### About the Dataset
#### Our dataset contains excerpts from CIA memos that detail covert activities.
#### It includes the year the statement was made, an an excerpt from the memo.

#### First step will be to import the data from the CSV file.
#### The file uses utf-8 encoding, and we will use this to decode the data into our data structure.

In [3]:
import csv

f = open("sentences_cia.csv",'r',encoding="utf-8")
csvreader = csv.reader(f)
sentences_cia = list(csvreader)

# Printing the Year and Excerpt column
print(sentences_cia[1][0])
print(sentences_cia[1][1])

1997
The FBI information included that al-Mairi's brother "traveled to Afghanistan in 1997-1998 to train in Bin - Ladencamps."


### Convert to Dataframe
#### Will store the list of lists to a dataframe.

In [6]:
import pandas as pd

sentences_cia_df = pd.DataFrame(sentences_cia[1:],columns=sentences_cia[0])
sentences_cia_df.head()

Unnamed: 0,year,statement
0,1997,The FBI information included that al-Mairi's b...
1,1997,The FBI information included that al-Mairi's b...
2,1997,"For example, on October 12, 2004, another CIA ..."
3,1997,"On October 16, 2001, an email from a CTC offic..."
4,1997,"For example, on October 12, 2004, another CIA ..."


### Clean Up sentences
#### We will now remove extraneous symbols from the sentences column.
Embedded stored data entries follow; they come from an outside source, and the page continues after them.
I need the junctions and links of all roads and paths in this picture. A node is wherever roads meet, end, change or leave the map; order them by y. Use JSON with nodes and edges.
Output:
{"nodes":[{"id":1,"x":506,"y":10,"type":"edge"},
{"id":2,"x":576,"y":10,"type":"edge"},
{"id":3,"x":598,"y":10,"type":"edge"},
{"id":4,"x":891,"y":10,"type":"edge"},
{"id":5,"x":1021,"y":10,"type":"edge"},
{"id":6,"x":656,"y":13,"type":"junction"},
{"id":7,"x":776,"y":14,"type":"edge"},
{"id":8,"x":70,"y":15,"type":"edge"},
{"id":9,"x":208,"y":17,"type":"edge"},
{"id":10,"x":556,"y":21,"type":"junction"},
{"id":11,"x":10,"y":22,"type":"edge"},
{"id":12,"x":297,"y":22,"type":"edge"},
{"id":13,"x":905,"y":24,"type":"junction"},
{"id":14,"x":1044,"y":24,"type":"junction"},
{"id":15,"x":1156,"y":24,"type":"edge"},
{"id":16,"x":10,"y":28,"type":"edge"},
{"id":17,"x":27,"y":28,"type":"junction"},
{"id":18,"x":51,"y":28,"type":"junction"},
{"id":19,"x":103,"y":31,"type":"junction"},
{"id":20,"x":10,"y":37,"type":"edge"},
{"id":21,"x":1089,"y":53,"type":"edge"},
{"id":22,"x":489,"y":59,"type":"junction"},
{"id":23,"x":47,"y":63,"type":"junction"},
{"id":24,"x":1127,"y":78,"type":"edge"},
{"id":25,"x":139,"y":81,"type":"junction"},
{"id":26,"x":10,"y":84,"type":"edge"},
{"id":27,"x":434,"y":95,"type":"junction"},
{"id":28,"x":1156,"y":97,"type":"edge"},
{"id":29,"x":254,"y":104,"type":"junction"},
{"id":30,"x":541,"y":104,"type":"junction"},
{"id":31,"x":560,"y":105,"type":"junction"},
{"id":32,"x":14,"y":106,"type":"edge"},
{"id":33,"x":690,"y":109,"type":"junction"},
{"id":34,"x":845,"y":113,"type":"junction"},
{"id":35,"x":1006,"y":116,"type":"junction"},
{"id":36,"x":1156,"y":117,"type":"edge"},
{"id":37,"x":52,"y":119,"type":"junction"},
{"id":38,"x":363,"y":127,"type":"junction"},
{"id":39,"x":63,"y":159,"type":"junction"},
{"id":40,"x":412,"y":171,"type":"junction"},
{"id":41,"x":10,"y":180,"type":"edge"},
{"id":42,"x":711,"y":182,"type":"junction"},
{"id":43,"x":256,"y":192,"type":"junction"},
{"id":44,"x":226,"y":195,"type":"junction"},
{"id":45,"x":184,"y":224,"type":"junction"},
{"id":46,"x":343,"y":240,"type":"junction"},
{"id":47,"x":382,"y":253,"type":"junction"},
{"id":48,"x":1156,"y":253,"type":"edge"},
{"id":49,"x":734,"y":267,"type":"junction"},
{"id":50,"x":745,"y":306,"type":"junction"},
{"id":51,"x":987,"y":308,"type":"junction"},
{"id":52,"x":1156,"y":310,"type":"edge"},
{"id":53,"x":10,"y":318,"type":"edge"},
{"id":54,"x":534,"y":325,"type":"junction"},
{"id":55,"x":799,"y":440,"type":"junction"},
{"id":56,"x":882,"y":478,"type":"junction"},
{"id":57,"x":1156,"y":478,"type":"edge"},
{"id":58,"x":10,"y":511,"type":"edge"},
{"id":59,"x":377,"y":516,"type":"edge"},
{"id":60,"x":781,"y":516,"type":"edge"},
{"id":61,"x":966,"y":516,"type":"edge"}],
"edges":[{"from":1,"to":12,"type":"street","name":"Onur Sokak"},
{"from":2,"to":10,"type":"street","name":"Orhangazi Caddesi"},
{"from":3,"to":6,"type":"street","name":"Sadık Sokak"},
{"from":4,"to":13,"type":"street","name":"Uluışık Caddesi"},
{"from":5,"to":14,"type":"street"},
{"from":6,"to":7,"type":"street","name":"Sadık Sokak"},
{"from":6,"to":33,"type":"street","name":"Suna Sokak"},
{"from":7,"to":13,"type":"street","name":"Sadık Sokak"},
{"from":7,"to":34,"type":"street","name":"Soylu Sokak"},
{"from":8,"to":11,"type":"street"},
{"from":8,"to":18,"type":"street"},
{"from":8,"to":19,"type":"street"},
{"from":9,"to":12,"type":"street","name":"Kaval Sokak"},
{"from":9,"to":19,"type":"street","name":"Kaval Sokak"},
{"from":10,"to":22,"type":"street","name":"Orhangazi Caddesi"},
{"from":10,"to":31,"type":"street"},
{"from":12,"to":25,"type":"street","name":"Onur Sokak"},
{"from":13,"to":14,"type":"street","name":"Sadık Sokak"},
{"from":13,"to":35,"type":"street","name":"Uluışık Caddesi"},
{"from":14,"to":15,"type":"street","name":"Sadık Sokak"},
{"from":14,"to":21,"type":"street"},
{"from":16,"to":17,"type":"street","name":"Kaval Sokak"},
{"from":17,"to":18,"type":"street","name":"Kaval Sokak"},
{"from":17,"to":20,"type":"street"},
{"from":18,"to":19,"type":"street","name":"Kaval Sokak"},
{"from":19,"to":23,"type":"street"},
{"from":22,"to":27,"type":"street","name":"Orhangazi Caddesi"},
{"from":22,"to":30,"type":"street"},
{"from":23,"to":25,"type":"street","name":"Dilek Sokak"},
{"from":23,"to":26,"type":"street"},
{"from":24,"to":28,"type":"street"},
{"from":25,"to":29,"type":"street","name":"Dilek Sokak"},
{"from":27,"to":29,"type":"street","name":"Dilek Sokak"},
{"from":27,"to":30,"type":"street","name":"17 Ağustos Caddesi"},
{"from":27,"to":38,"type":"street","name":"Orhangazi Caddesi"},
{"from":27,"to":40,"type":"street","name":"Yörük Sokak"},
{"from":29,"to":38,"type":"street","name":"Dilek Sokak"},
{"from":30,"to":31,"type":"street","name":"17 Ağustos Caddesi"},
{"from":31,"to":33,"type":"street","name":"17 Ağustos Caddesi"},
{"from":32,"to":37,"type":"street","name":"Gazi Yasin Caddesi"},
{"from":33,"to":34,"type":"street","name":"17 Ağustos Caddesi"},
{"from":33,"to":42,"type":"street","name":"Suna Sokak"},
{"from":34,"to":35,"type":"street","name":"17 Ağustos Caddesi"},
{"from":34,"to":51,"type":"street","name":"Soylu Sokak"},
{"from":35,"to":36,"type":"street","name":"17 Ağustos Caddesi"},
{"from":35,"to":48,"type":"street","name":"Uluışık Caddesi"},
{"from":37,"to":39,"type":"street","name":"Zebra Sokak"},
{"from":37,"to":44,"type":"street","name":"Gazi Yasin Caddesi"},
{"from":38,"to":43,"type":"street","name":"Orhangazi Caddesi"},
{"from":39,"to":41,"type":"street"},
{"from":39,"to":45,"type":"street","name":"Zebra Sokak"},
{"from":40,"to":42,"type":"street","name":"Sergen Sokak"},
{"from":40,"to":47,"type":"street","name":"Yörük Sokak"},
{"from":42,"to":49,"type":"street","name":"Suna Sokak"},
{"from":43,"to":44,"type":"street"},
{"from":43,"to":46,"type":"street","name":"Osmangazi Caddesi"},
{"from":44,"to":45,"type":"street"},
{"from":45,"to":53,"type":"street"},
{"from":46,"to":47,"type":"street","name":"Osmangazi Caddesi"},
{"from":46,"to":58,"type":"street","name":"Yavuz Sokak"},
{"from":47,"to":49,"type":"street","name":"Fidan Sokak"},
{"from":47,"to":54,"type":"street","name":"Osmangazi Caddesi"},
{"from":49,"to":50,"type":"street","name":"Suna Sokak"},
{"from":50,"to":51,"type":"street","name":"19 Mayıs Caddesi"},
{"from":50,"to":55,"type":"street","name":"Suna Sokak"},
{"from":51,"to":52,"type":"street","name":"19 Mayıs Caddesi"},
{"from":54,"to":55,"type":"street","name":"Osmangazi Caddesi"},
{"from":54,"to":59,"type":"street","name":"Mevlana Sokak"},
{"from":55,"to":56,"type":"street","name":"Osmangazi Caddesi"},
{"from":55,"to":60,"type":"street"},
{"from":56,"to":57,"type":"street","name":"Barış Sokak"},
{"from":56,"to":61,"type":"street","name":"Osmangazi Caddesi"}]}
We only need letters, digits and spaces.
#### We will do this using the ord() function.

In [10]:
# Integer code of all characters we want to to keep.
good_characters = [48,49,50,51,52,53,54,55,56,65,66,67,68,69,70,71,72,73,74,75,76,
                   77,78,79,80,81,82,83,84,85,86,87,88,89,90,97,98,99,100,101,102,103,
                   104,105,106,107,108,109,110,111,112,113,114,115,116,117,118,119,
                   120,121,122,32]

def clean(row):
    statement = row['statement']
    clean_statement_list = [s for s in statement if ord(s) in good_characters]
    clean_statement = "".join(clean_statement_list)
    return clean_statement

sentences_cia_df['cleaned_statement'] = sentences_cia_df.apply(clean, axis=1)

In [11]:
sentences_cia_df.head(5)

Unnamed: 0,year,statement,cleaned_statement
0,1997,The FBI information included that al-Mairi's b...,The FBI information included that alMairis bro...
1,1997,The FBI information included that al-Mairi's b...,The FBI information included that alMairis bro...
2,1997,"For example, on October 12, 2004, another CIA ...",For example on October 12 2004 another CIA det...
3,1997,"On October 16, 2001, an email from a CTC offic...",On October 16 2001 an email from a CTC officer...
4,1997,"For example, on October 12, 2004, another CIA ...",For example on October 12 2004 another CIA det...


### Tokenize Statements
#### We will now combine statements and convert them into tokens.
#### Eventually, we will count up how many times each token occurs.

In [14]:
combined_statements = " ".join(sentences_cia_df["cleaned_statement"])
statement_tokens = combined_statements.split(" ")
print(statement_tokens[:5])

['The', 'FBI', 'information', 'included', 'that']


### Filter the Tokens
#### Some of the most fequently occuring words are 'stopwords'like a, an, the, etc.
#### They do not add much information to our analysis.
#### A simple way to remove stopwords is to filter out all the words that have less than 4 characters.

In [16]:
filtered_tokens=[]
for token in statement_tokens:
    if len(token) > 4:
        filtered_tokens.append(token)

print(filtered_tokens[:5])

['information', 'included', 'alMairis', 'brother', 'traveled']


### Count the tokens
#### After filtering, we can count how many times a token occurs.
#### We can use 'counter' object from 'collections' library for this purpose.

In [18]:
from collections import Counter

filtered_token_counts = Counter(filtered_tokens)

### Most Common Tokens
#### With the help of counter, we can get the most common tokens within the file.

In [20]:
common_tokens = filtered_token_counts.most_common(5)
print(common_tokens)

[('REDACTED', 1746), ('General', 1509), ('interrogation', 1453), ('Interrogation', 1440), ('techniques', 1198)]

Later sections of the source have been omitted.